I'll let you in on something.. I have HIV+ friends, I hug them, I hold their hands, I sit under a blanket with them while we watch movies.. I cut their hair with the same scissors I use on my children.. I borrow a hoodie from them if I'm cold.. The only thing I worry about is they might catch and spread influenza easier..

This isn't the 1980's, yo.


----------



## Clipper1 (Oct 5, 2013)

Household6 said:


> Oh Gawd.. Pat Robertson..
> 
> 
> 
> ...



I think the message someone might have been trying to give the OP is that Oakland is still the violent crime capital of the US and also has one of the higher incidences of HIV for being a rather small city.
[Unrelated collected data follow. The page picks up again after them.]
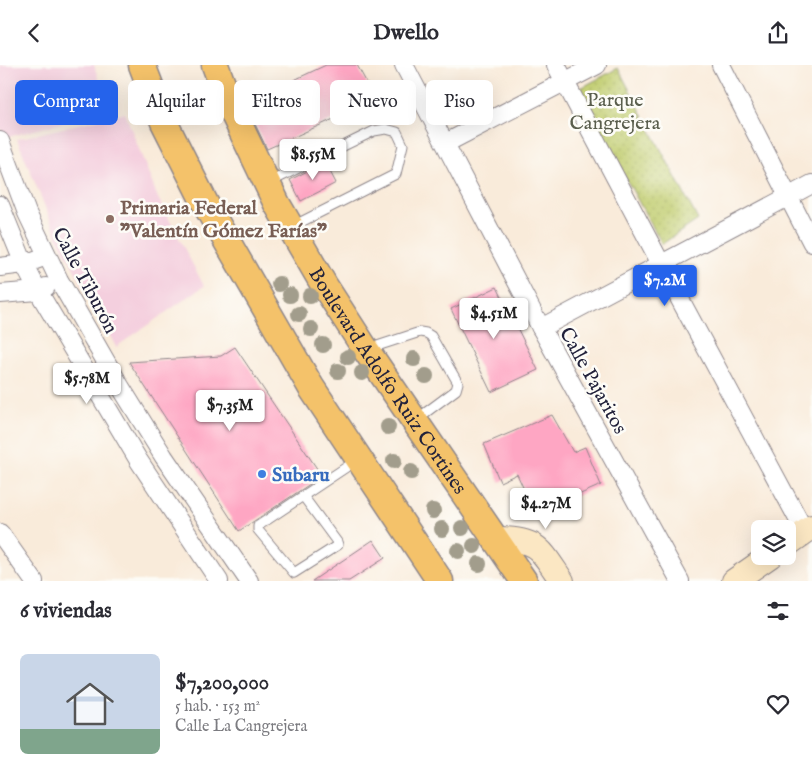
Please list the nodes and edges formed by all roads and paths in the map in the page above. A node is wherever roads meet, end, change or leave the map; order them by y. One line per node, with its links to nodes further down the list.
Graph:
1 (142, 65): 26 (main road)
2 (215, 65): 10 (main road, Boulevard Adolfo Ruiz Cortines)
3 (404, 65): 9 (street, Calle Pajaritos)
4 (556, 65): 7 (street)
5 (597, 65): 7 (street)
6 (721, 65): 12 (street)
7 (565, 83): 9 (street); 17 (street)
8 (0, 141): 16 (street, Calle Tiburón)
9 (446, 143): 23 (street, Calle Pajaritos)
10 (267, 183): 14 (main road, Boulevard Adolfo Ruiz Cortines); 14 (lane)
11 (812, 184): 12 (street)
12 (788, 196): 15 (street); 17 (street)
13 (0, 205): 18 (street)
14 (290, 227): 24 (main road, Boulevard Adolfo Ruiz Cortines)
15 (812, 243)
16 (47, 256): 18 (street); 20 (street, Calle Tiburón)
17 (661, 264): 23 (street); 29 (street)
18 (24, 265): 19 (street); 21 (street)
19 (0, 267)
20 (59, 280): 21 (street); 34 (street, Calle Tiburón)
21 (38, 291): 22 (street); 33 (street)
22 (0, 294)
23 (541, 328): 38 (street, Calle Pajaritos)
24 (366, 349): 25 (main road, Boulevard Adolfo Ruiz Cortines); 25 (lane)
25 (415, 421): 30 (main road, Boulevard Adolfo Ruiz Cortines)
26 (359, 459): 27 (lane); 35 (main road)
27 (303, 496): 27 (lane)
28 (0, 533): 32 (street)
29 (802, 535)
30 (496, 539): 36 (main road, Boulevard Adolfo Ruiz Cortines); 37 (street)
31 (757, 565): 39 (street)
32 (34, 581)
33 (219, 581)
34 (249, 581)
35 (440, 581)
36 (524, 581)
37 (562, 581)
38 (680, 581)
39 (734, 581)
It is an impoverished city with lots of  murder and drug abuse.  Not too long ago, hospitals and EMS teams in that city also made national news when they failed to follow or even have effective policies in place for infectious disease exposure. Several were cited for the meningitis case.  Maybe the retraining which had to be done left this fresh in their minds.  I probably would wear gloves and a face shield if dealing with a stabbing victim and lots of blood also and that would not be just for the protection against HIV.  

Hugging your friend or shaking someone's hand is vastly different than someone who might have nothing left to lose or where you or your partner might get careless with a needle. In an area prone to violence you also would have to be on your guard for acts of violence against you also.

BTW, Oakland and all of California are also in the international news headlines for their gay rights and the HIV spreading is still used as an argument against their rights.


----------



## teedubbyaw (Oct 5, 2013)

These guys are lying to you. You've got full blown AIDS. Not even HIV.


----------



## Theraphosidae (Oct 10, 2013)

You're not going to catch AIDS like that.  That's what PPE is for!  You yourself said he wasn't bleeding, you were using proper safety equipment, and it's not like you rubbed yourself over a gaping wound of his.

Better get used to it.  You will be surrounded by people with diseases soon enough, and you won't even know it.  Best thing I've learned about protecting myself is something one of my ride-along instructors told me; Treat everything and everyone as if it's covered in MRSA.


----------